# WHAT IS REQUIRED:
The entries are to be reproduced verbatim, with all pictures omitted.

(Stored data)

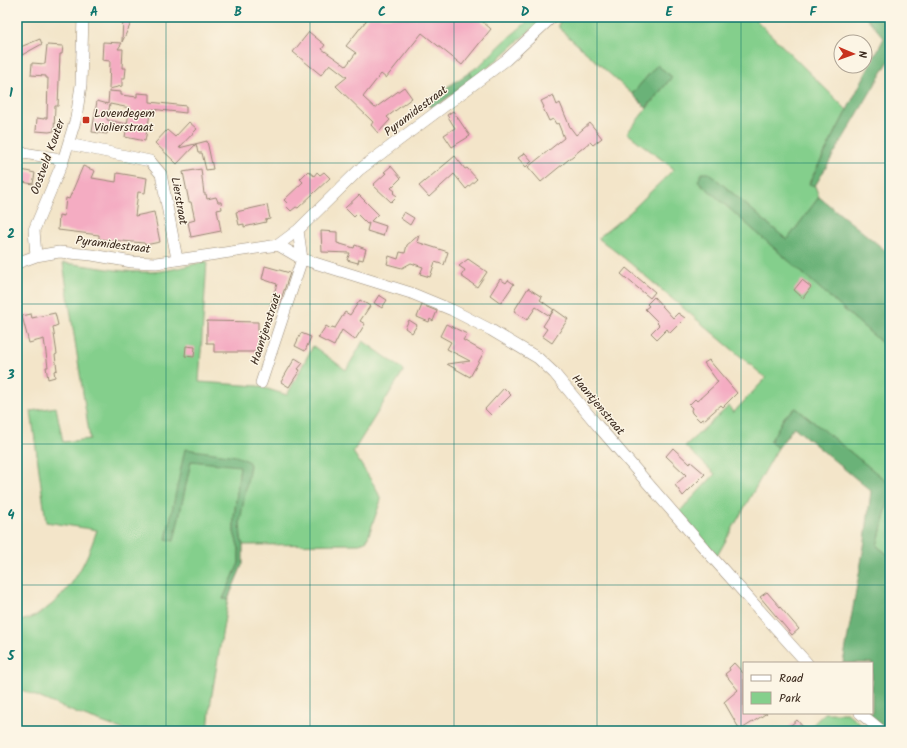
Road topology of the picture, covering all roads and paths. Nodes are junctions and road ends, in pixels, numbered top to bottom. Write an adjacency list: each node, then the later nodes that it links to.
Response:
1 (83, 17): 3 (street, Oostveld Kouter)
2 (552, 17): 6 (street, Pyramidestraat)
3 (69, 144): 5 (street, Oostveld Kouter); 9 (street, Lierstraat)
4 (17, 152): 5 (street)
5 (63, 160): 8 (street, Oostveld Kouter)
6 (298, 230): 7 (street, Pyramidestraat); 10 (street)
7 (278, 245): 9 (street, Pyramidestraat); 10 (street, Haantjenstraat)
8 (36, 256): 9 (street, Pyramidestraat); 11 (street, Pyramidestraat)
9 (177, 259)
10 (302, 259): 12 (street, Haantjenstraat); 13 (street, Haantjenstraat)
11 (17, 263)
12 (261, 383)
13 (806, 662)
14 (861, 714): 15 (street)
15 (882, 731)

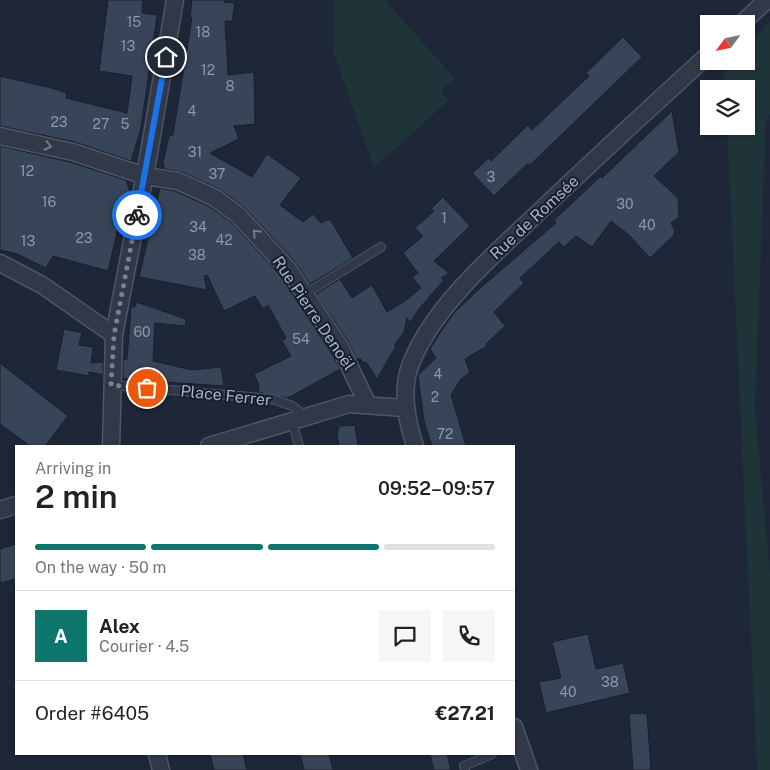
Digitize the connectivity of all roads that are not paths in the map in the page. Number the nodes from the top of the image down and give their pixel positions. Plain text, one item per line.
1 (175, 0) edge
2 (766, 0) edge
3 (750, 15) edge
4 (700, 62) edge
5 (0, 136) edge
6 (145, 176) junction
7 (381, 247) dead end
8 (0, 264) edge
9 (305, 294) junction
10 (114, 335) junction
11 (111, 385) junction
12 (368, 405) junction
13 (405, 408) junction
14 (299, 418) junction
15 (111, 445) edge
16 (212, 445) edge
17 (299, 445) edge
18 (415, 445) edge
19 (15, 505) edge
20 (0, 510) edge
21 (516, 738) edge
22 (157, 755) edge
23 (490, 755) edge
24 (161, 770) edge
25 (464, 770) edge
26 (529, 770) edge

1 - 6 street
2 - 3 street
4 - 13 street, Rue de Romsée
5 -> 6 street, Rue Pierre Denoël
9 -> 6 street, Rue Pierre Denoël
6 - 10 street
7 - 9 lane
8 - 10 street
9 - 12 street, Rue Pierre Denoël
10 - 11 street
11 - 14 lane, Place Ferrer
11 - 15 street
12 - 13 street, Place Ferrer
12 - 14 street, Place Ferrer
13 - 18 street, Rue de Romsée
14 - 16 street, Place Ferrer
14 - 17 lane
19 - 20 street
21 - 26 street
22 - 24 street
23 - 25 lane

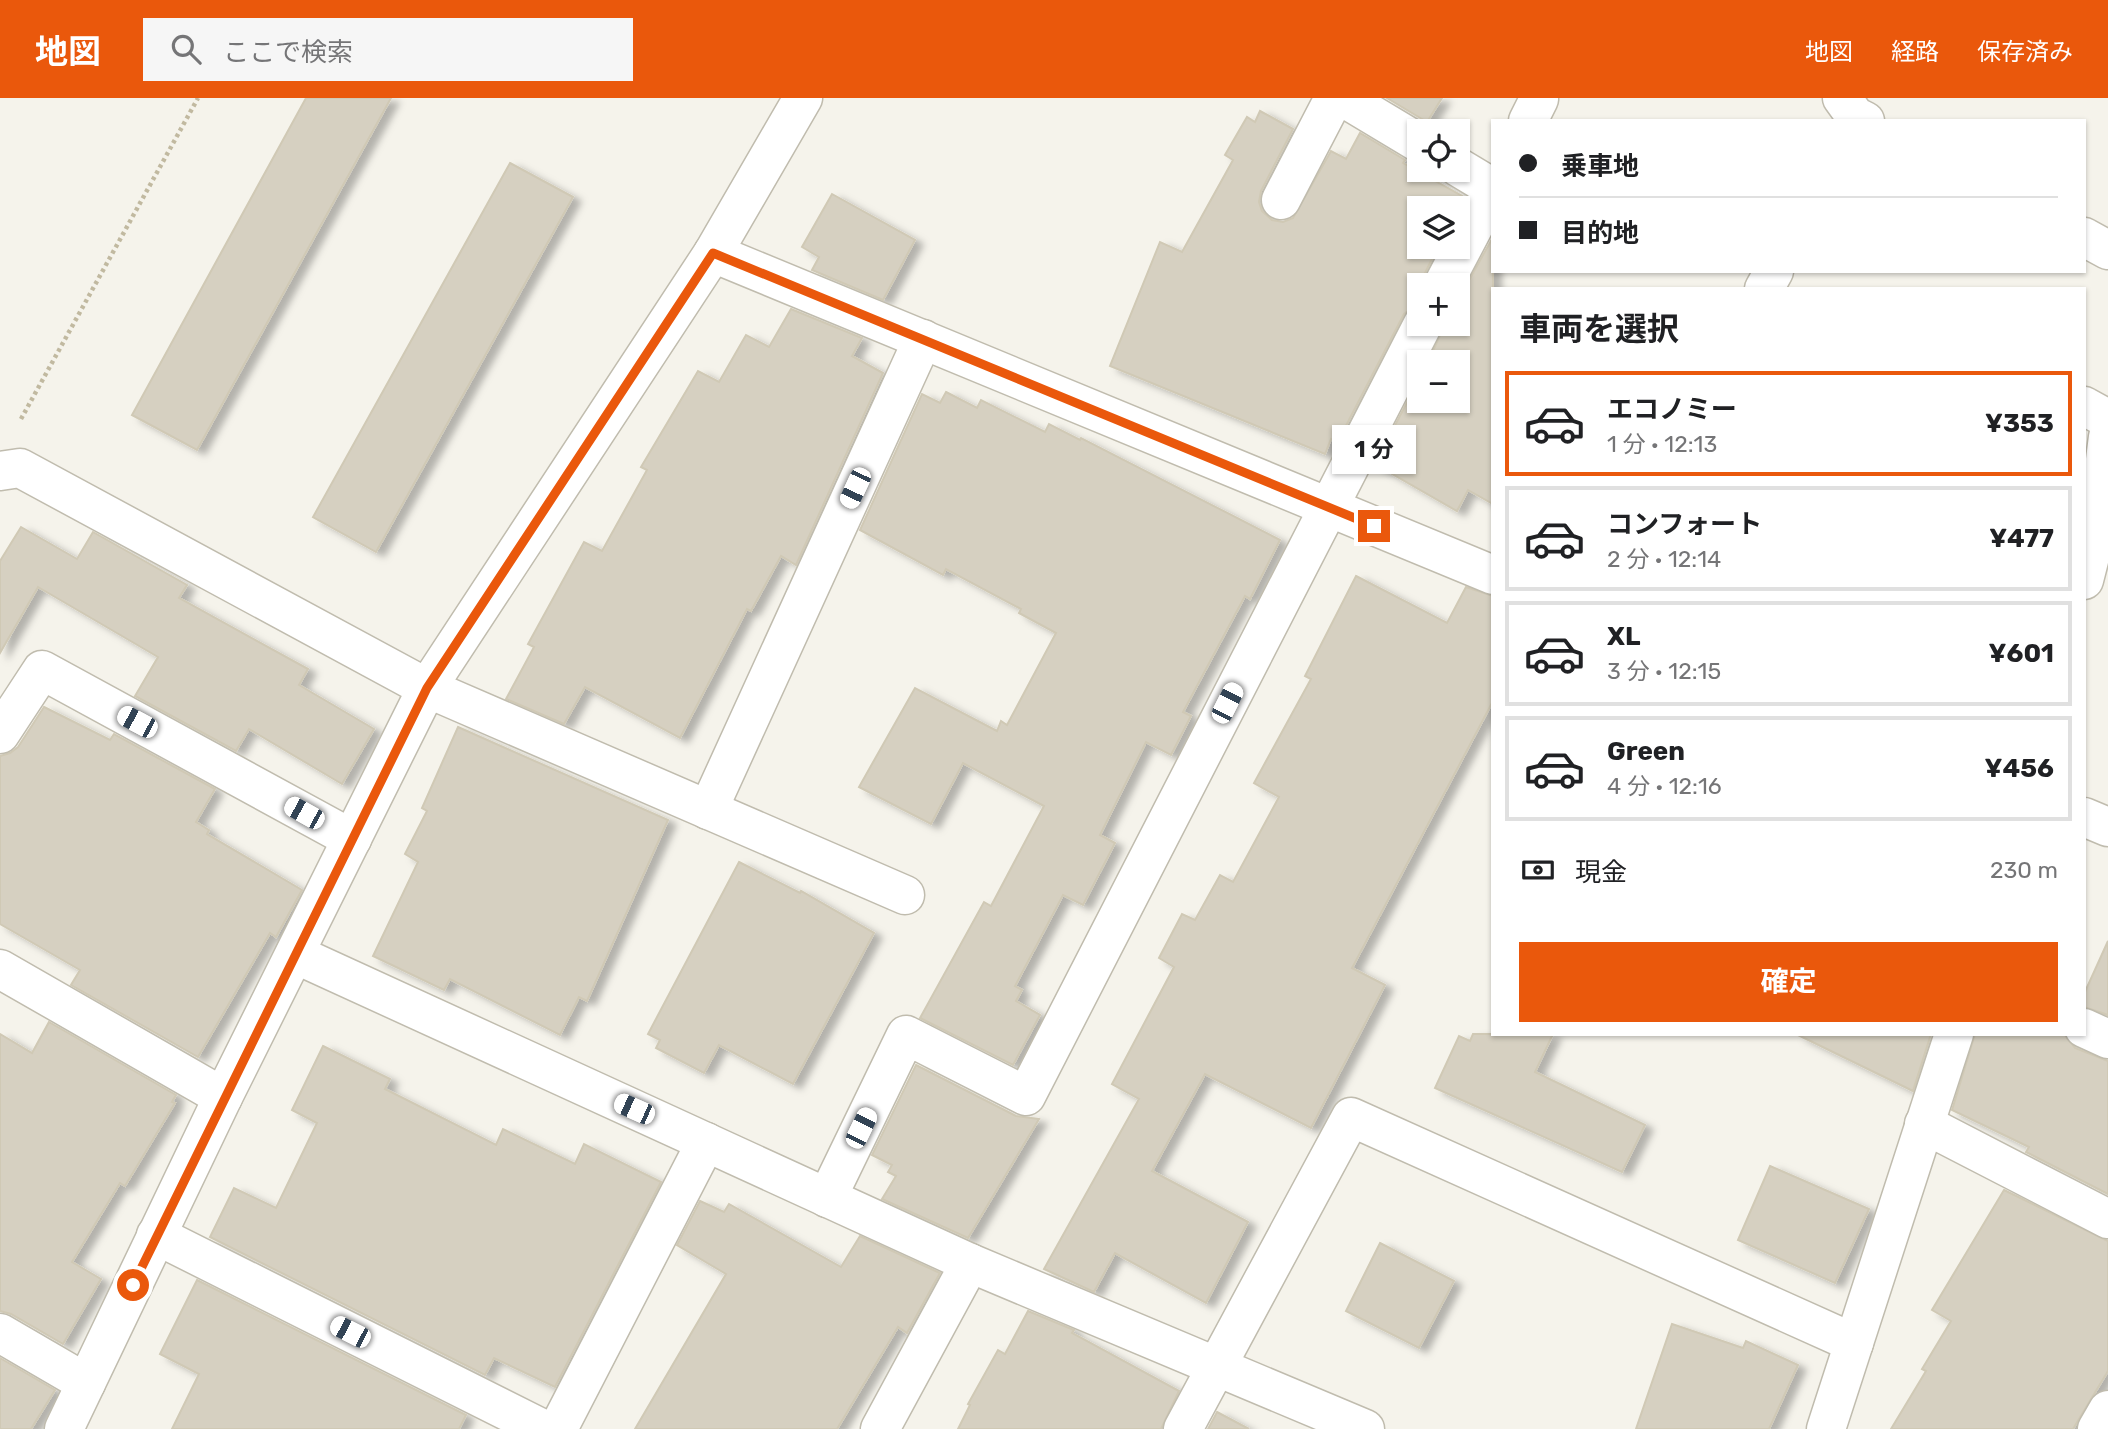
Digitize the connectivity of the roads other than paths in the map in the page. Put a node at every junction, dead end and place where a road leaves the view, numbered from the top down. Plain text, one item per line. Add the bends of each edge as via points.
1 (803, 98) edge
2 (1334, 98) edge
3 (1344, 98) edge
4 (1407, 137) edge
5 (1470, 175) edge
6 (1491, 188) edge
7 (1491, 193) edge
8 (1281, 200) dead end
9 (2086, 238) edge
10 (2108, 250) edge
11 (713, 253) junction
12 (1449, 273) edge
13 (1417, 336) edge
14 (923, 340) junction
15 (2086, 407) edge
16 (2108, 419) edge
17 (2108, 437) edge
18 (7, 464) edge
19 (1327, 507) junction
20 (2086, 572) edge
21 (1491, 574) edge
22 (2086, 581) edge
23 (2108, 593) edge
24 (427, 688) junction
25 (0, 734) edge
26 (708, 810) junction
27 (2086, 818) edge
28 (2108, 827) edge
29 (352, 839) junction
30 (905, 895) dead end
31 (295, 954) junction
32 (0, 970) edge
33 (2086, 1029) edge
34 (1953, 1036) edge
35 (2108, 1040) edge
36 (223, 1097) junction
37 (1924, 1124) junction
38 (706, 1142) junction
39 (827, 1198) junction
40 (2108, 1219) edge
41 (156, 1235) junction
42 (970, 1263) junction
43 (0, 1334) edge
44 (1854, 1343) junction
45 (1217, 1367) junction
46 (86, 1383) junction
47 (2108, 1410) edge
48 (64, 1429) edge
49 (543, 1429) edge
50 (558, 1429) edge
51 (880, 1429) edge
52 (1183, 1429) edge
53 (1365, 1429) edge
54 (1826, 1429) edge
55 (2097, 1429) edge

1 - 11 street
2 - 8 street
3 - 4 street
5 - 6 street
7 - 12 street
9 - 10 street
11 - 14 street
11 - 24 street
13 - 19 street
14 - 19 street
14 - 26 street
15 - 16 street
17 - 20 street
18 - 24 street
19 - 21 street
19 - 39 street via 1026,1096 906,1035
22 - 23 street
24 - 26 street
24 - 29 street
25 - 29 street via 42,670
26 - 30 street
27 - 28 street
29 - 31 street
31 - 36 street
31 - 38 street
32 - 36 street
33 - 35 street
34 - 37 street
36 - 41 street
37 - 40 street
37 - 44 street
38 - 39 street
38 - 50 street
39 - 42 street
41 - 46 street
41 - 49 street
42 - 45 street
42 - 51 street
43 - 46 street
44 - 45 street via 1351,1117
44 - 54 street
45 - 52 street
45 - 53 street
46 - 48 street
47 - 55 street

# EXERCISE RESULT:
Road topology of the picture, covering all roads and paths. Nodes are junctions and road ends, in pixels, numbered top to bottom. Write an adjacency list: each node, then the later nodes that it links to.
Response:
1 (83, 17): 3 (street, Oostveld Kouter)
2 (552, 17): 6 (street, Pyramidestraat)
3 (69, 144): 5 (street, Oostveld Kouter); 9 (street, Lierstraat)
4 (17, 152): 5 (street)
5 (63, 160): 8 (street, Oostveld Kouter)
6 (298, 230): 7 (street, Pyramidestraat); 10 (street)
7 (278, 245): 9 (street, Pyramidestraat); 10 (street, Haantjenstraat)
8 (36, 256): 9 (street, Pyramidestraat); 11 (street, Pyramidestraat)
9 (177, 259)
10 (302, 259): 12 (street, Haantjenstraat); 13 (street, Haantjenstraat)
11 (17, 263)
12 (261, 383)
13 (806, 662)
14 (861, 714): 15 (street)
15 (882, 731)

Digitize the connectivity of all roads that are not paths in the map in the page. Number the nodes from the top of the image down and give their pixel positions. Plain text, one item per line.
1 (175, 0) edge
2 (766, 0) edge
3 (750, 15) edge
4 (700, 62) edge
5 (0, 136) edge
6 (145, 176) junction
7 (381, 247) dead end
8 (0, 264) edge
9 (305, 294) junction
10 (114, 335) junction
11 (111, 385) junction
12 (368, 405) junction
13 (405, 408) junction
14 (299, 418) junction
15 (111, 445) edge
16 (212, 445) edge
17 (299, 445) edge
18 (415, 445) edge
19 (15, 505) edge
20 (0, 510) edge
21 (516, 738) edge
22 (157, 755) edge
23 (490, 755) edge
24 (161, 770) edge
25 (464, 770) edge
26 (529, 770) edge

1 - 6 street
2 - 3 street
4 - 13 street, Rue de Romsée
5 -> 6 street, Rue Pierre Denoël
9 -> 6 street, Rue Pierre Denoël
6 - 10 street
7 - 9 lane
8 - 10 street
9 - 12 street, Rue Pierre Denoël
10 - 11 street
11 - 14 lane, Place Ferrer
11 - 15 street
12 - 13 street, Place Ferrer
12 - 14 street, Place Ferrer
13 - 18 street, Rue de Romsée
14 - 16 street, Place Ferrer
14 - 17 lane
19 - 20 street
21 - 26 street
22 - 24 street
23 - 25 lane

Digitize the connectivity of the roads other than paths in the map in the page. Put a node at every junction, dead end and place where a road leaves the view, numbered from the top down. Plain text, one item per line. Add the bends of each edge as via points.
1 (803, 98) edge
2 (1334, 98) edge
3 (1344, 98) edge
4 (1407, 137) edge
5 (1470, 175) edge
6 (1491, 188) edge
7 (1491, 193) edge
8 (1281, 200) dead end
9 (2086, 238) edge
10 (2108, 250) edge
11 (713, 253) junction
12 (1449, 273) edge
13 (1417, 336) edge
14 (923, 340) junction
15 (2086, 407) edge
16 (2108, 419) edge
17 (2108, 437) edge
18 (7, 464) edge
19 (1327, 507) junction
20 (2086, 572) edge
21 (1491, 574) edge
22 (2086, 581) edge
23 (2108, 593) edge
24 (427, 688) junction
25 (0, 734) edge
26 (708, 810) junction
27 (2086, 818) edge
28 (2108, 827) edge
29 (352, 839) junction
30 (905, 895) dead end
31 (295, 954) junction
32 (0, 970) edge
33 (2086, 1029) edge
34 (1953, 1036) edge
35 (2108, 1040) edge
36 (223, 1097) junction
37 (1924, 1124) junction
38 (706, 1142) junction
39 (827, 1198) junction
40 (2108, 1219) edge
41 (156, 1235) junction
42 (970, 1263) junction
43 (0, 1334) edge
44 (1854, 1343) junction
45 (1217, 1367) junction
46 (86, 1383) junction
47 (2108, 1410) edge
48 (64, 1429) edge
49 (543, 1429) edge
50 (558, 1429) edge
51 (880, 1429) edge
52 (1183, 1429) edge
53 (1365, 1429) edge
54 (1826, 1429) edge
55 (2097, 1429) edge

1 - 11 street
2 - 8 street
3 - 4 street
5 - 6 street
7 - 12 street
9 - 10 street
11 - 14 street
11 - 24 street
13 - 19 street
14 - 19 street
14 - 26 street
15 - 16 street
17 - 20 street
18 - 24 street
19 - 21 street
19 - 39 street via 1026,1096 906,1035
22 - 23 street
24 - 26 street
24 - 29 street
25 - 29 street via 42,670
26 - 30 street
27 - 28 street
29 - 31 street
31 - 36 street
31 - 38 street
32 - 36 street
33 - 35 street
34 - 37 street
36 - 41 street
37 - 40 street
37 - 44 street
38 - 39 street
38 - 50 street
39 - 42 street
41 - 46 street
41 - 49 street
42 - 45 street
42 - 51 street
43 - 46 street
44 - 45 street via 1351,1117
44 - 54 street
45 - 52 street
45 - 53 street
46 - 48 street
47 - 55 street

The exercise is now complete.